● **Exercise description**
All of the lines below should be copied word for word.

________________________________________

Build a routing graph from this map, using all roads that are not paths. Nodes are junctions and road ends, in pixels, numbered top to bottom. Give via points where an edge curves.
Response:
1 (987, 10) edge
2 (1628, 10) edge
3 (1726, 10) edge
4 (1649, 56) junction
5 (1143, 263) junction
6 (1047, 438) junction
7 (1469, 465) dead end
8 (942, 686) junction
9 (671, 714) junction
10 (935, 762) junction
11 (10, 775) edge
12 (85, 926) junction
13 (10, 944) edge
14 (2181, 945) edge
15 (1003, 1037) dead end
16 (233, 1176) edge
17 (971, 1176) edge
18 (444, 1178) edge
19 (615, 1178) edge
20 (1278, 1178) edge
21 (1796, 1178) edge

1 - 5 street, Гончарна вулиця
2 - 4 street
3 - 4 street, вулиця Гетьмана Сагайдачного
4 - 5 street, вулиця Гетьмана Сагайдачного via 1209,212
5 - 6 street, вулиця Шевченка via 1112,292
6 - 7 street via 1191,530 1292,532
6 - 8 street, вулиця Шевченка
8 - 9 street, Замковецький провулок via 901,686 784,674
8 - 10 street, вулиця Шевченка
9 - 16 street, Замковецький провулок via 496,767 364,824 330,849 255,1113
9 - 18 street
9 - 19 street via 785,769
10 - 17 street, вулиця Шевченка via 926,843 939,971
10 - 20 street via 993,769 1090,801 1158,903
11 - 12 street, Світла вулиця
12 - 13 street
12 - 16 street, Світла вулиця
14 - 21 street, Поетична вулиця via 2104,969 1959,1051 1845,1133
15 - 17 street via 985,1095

________________________________________

● **Your solution**
Build a routing graph from this map, using all roads that are not paths. Nodes are junctions and road ends, in pixels, numbered top to bottom. Give via points where an edge curves.
Response:
1 (987, 10) edge
2 (1628, 10) edge
3 (1726, 10) edge
4 (1649, 56) junction
5 (1143, 263) junction
6 (1047, 438) junction
7 (1469, 465) dead end
8 (942, 686) junction
9 (671, 714) junction
10 (935, 762) junction
11 (10, 775) edge
12 (85, 926) junction
13 (10, 944) edge
14 (2181, 945) edge
15 (1003, 1037) dead end
16 (233, 1176) edge
17 (971, 1176) edge
18 (444, 1178) edge
19 (615, 1178) edge
20 (1278, 1178) edge
21 (1796, 1178) edge

1 - 5 street, Гончарна вулиця
2 - 4 street
3 - 4 street, вулиця Гетьмана Сагайдачного
4 - 5 street, вулиця Гетьмана Сагайдачного via 1209,212
5 - 6 street, вулиця Шевченка via 1112,292
6 - 7 street via 1191,530 1292,532
6 - 8 street, вулиця Шевченка
8 - 9 street, Замковецький провулок via 901,686 784,674
8 - 10 street, вулиця Шевченка
9 - 16 street, Замковецький провулок via 496,767 364,824 330,849 255,1113
9 - 18 street
9 - 19 street via 785,769
10 - 17 street, вулиця Шевченка via 926,843 939,971
10 - 20 street via 993,769 1090,801 1158,903
11 - 12 street, Світла вулиця
12 - 13 street
12 - 16 street, Світла вулиця
14 - 21 street, Поетична вулиця via 2104,969 1959,1051 1845,1133
15 - 17 street via 985,1095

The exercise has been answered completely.